*RECORDS FOR THE EXERCISE:*

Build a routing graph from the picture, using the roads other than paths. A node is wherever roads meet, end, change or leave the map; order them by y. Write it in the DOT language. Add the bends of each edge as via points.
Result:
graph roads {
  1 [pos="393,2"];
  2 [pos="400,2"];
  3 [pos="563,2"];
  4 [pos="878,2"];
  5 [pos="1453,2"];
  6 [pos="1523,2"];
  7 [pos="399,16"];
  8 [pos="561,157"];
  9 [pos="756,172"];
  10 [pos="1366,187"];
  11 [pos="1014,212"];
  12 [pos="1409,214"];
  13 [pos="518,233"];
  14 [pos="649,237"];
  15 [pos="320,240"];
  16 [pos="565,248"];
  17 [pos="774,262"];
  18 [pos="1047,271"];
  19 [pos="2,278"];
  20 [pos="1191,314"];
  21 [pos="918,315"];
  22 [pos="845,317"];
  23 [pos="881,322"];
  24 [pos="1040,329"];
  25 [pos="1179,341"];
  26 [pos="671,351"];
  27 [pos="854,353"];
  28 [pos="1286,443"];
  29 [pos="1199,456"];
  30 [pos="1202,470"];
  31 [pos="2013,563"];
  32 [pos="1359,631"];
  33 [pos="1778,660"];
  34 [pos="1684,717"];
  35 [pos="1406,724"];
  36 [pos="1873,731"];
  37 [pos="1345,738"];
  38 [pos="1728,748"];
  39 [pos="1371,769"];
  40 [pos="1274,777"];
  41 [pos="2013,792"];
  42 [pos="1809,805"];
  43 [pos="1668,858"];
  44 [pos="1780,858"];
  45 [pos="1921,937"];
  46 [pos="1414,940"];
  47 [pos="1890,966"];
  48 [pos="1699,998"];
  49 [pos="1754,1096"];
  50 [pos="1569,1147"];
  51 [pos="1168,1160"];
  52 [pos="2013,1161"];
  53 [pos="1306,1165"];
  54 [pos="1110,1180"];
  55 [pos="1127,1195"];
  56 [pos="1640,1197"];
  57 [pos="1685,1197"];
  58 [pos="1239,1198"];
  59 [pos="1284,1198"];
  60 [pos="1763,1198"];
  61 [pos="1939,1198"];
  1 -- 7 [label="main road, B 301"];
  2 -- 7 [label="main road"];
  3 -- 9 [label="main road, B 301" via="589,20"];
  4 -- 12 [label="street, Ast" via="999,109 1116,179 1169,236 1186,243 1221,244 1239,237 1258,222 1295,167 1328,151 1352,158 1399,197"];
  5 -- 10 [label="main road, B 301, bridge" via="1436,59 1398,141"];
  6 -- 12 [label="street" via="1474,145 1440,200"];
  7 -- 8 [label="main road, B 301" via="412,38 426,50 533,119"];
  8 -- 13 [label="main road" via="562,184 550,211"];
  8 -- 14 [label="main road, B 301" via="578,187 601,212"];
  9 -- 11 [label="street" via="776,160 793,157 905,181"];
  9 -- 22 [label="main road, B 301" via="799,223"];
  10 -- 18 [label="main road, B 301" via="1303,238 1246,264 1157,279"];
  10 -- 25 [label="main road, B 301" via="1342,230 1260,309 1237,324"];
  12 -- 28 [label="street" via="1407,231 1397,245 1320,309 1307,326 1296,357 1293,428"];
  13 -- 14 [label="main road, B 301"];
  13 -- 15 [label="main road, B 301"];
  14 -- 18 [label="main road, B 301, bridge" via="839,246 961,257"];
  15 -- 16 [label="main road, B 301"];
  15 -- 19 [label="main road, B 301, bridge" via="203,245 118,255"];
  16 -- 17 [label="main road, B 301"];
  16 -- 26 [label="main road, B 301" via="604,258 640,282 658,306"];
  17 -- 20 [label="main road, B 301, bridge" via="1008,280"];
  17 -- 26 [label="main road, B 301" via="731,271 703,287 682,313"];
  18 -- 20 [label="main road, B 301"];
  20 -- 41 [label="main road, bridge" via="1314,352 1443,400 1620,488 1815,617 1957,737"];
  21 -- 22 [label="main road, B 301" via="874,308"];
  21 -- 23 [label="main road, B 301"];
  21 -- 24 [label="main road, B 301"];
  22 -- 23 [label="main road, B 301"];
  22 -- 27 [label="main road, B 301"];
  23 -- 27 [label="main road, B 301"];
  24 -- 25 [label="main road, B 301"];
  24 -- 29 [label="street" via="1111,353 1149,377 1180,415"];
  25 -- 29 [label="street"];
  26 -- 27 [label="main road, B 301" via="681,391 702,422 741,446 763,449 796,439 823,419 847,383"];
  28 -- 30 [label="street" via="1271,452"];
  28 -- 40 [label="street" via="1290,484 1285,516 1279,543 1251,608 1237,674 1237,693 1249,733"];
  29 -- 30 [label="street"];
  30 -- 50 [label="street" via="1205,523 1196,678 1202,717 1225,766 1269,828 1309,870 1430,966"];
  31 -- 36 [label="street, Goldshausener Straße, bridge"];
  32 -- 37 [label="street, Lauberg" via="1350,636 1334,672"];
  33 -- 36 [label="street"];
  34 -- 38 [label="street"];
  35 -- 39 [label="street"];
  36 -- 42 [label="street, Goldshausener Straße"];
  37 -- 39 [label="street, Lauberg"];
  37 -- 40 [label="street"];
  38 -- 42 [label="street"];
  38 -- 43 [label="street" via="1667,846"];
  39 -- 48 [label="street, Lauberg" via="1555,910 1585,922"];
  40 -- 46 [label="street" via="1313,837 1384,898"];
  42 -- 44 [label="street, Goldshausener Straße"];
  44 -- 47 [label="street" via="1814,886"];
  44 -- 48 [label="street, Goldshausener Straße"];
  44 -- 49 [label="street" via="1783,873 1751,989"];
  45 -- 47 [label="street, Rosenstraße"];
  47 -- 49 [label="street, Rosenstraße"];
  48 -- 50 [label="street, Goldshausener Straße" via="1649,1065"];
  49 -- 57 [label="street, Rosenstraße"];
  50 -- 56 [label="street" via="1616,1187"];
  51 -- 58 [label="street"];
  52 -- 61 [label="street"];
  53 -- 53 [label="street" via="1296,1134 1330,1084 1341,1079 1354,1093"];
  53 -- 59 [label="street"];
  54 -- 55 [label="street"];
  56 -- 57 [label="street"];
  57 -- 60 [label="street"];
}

*DESCRIPTION OF THE TASK:*
Among these entries, how many lines include the string "Lauberg"? Reply with the number by itself.

*SOLUTION TO THIS TASK:*
3